Remember that third example I gave? “1 or 0”? That works here. 1 is always read as equivalent to True (in other words, it is a “truthy” value). On the other hand, 0 is always read as equivalent to False (in other words, it is a “falsy” value). So, whenever you need to use True and False, you can use 1 and 0 respectively. This is very helpful if you are allergic to capital letters.

I don’t do this in my function as I feel like True and False are easier to read from an outside persepctive, but for your own code, it doesn’t really matter as long as you understand it and it gets the job done.

Anyways, now it’s time to go through the text line-by-line. To do this, we can use what is called a for loop.

for line in lines:

There are two main types of “for” loops in programming. There’s the one you mostly see in C, C++, and other languages like it with i=0; i>n; i++ or something like that, but that’s not what we’re doing here.

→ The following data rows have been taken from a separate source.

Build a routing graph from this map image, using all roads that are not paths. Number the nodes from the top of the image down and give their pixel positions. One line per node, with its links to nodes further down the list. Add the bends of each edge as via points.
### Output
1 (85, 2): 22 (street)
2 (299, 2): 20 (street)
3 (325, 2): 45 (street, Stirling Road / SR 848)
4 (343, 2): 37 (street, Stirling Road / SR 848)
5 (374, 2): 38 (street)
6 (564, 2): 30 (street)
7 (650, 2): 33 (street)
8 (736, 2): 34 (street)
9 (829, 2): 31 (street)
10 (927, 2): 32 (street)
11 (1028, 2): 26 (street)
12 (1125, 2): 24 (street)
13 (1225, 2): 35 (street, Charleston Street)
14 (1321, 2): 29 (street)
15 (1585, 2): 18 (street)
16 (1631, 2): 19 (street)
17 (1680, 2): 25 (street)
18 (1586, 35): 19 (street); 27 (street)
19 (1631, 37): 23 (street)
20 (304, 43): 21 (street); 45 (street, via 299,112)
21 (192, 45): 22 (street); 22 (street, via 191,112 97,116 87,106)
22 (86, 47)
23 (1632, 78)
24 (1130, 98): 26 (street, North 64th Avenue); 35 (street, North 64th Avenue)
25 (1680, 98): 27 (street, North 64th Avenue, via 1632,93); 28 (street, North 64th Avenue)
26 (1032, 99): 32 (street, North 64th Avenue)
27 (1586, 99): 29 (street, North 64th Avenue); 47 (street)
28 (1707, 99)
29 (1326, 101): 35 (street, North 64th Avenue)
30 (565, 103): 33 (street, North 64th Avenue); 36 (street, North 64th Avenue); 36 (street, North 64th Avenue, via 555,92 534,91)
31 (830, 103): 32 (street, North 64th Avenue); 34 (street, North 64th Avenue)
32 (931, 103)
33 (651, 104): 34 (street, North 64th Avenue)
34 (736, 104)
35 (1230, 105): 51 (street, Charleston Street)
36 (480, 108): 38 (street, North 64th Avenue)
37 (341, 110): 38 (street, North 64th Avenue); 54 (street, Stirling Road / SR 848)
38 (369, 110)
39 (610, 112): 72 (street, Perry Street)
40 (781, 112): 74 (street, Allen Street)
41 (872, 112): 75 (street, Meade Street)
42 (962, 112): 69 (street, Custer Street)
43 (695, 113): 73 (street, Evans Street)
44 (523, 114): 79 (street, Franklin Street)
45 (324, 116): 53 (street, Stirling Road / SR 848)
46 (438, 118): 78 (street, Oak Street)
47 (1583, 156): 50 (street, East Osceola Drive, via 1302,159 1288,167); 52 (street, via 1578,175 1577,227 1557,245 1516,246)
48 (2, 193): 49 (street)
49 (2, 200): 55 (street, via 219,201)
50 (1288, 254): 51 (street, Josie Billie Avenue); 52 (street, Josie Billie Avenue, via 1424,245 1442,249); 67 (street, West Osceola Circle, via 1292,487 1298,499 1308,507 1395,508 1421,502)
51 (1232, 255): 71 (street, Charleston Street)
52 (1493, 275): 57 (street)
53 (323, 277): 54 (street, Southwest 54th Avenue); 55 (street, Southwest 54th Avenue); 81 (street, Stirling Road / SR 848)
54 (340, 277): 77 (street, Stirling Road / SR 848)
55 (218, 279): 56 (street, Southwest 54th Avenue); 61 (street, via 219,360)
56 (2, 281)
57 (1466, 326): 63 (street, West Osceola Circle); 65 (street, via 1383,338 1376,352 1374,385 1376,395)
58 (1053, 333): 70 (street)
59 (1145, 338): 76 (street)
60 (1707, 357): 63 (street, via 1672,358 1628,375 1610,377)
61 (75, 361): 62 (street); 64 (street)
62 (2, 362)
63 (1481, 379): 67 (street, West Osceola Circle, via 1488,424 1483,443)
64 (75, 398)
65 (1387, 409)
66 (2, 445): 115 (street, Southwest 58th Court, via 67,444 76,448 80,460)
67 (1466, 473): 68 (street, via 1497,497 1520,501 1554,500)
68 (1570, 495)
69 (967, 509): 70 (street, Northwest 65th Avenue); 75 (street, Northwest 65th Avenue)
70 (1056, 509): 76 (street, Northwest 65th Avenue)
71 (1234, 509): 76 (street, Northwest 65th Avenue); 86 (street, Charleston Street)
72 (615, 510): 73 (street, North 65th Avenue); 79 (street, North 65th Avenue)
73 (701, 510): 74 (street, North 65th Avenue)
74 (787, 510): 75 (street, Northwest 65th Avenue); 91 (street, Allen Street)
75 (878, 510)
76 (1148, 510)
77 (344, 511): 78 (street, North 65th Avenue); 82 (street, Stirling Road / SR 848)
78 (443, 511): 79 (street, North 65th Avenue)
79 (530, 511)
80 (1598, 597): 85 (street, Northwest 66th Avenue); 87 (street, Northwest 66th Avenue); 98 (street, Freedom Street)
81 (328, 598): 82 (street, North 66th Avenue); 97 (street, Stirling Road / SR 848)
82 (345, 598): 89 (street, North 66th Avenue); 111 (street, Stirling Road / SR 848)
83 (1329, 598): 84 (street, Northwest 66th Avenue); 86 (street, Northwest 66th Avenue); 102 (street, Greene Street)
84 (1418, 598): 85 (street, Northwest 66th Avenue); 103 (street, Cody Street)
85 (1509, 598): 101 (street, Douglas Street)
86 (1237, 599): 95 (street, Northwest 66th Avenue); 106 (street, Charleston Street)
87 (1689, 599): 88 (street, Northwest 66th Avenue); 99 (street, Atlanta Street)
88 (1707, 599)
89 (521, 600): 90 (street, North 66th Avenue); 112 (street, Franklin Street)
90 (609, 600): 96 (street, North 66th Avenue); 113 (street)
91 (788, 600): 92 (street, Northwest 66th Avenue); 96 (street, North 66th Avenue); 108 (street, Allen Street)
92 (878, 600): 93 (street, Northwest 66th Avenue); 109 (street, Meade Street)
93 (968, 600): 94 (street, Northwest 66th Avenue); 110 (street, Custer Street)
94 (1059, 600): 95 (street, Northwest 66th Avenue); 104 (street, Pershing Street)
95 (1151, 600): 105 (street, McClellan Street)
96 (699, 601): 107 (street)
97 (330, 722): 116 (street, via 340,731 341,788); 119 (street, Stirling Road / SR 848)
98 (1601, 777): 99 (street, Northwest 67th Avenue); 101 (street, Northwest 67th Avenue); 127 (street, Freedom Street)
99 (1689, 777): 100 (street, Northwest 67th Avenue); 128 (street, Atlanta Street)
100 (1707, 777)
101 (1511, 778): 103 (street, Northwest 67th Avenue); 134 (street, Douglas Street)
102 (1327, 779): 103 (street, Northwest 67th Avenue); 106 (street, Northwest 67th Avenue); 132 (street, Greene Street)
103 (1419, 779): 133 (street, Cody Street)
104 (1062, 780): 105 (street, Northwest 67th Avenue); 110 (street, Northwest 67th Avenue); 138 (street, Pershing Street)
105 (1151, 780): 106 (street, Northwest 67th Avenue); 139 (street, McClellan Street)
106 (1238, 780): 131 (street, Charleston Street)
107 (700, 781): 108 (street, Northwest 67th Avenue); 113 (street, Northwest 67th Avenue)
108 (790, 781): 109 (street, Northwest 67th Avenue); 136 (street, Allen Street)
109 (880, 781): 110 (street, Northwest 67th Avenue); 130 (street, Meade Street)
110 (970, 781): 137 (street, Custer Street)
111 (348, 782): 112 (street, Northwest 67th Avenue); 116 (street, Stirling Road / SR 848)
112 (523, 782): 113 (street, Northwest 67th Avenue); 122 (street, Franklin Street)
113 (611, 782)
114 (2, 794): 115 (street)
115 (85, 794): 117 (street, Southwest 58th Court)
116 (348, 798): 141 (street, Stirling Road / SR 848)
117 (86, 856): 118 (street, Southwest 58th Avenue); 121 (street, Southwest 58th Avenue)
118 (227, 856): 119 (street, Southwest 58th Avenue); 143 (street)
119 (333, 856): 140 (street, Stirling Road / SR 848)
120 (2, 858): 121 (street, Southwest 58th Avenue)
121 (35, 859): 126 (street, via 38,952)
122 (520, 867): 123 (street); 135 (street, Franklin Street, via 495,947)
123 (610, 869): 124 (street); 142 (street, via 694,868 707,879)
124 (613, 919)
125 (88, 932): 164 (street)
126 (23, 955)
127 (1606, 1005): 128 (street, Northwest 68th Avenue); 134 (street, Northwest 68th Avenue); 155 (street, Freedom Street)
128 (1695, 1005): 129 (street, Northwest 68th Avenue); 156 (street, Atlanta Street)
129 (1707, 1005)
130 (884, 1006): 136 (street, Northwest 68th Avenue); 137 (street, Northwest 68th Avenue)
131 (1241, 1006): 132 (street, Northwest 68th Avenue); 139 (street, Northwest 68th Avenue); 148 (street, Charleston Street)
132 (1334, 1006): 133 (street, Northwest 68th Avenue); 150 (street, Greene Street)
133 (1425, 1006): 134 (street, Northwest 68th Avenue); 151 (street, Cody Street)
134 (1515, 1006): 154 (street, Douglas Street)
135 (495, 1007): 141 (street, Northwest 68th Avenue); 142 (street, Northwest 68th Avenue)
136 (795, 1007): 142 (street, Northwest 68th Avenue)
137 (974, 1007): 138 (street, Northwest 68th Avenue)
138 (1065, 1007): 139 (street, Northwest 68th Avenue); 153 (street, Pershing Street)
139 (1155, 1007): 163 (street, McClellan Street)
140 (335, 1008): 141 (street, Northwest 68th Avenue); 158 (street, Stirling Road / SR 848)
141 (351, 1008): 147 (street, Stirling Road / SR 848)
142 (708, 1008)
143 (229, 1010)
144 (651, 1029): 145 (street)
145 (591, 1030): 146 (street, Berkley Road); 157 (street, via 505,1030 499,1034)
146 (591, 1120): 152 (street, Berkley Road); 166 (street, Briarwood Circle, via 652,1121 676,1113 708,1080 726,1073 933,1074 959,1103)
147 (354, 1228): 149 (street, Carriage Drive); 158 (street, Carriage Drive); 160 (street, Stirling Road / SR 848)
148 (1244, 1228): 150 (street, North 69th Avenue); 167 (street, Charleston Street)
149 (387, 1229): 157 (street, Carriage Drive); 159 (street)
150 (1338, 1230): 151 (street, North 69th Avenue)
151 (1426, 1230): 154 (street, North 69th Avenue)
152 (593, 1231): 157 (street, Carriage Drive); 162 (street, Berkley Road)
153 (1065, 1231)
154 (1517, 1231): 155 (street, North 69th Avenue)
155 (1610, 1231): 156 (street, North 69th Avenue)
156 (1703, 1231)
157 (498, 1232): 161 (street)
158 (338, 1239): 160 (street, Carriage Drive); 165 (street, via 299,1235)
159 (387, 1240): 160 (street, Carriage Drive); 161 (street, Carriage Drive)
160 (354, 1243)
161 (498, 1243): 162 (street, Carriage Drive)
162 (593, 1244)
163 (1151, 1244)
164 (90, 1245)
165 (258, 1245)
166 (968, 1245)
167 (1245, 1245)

This version lets us loop through a list of values and do something with each value in the list. This is what is usually called an “iterator-based” for loop and is also included in some languages with the keyword foreach instead of for.

So, for each line contained in our list of lines, we need to parse that line and plop the data within it into our output array.

How do we do that? WE SPLIT IT AGAIN, HAHAHAHAHA

But this time, we can’t just use .splitlines() because the data within each line isn’t separated by a line break. We know what each value is separated by, though…

Scroll back up to the raw dump as pasted from LoggerPro. Try highlighting the space inbetween each value. Notice how the highlight can’t end halfway inside the whitespace — it always highlights the full amount of space present.

The reason why is because each value is separated from the others by a “tab” character, i.e. the whitespace character that (should) come out when you press the “tab” key on your keyboard. If they were separated by space characters (the whitespace character that comes out when you press the spacebar), you would be able to select only part of the space inbetween values since it would usually take multiple space characters to fill up the space taken up by a tab.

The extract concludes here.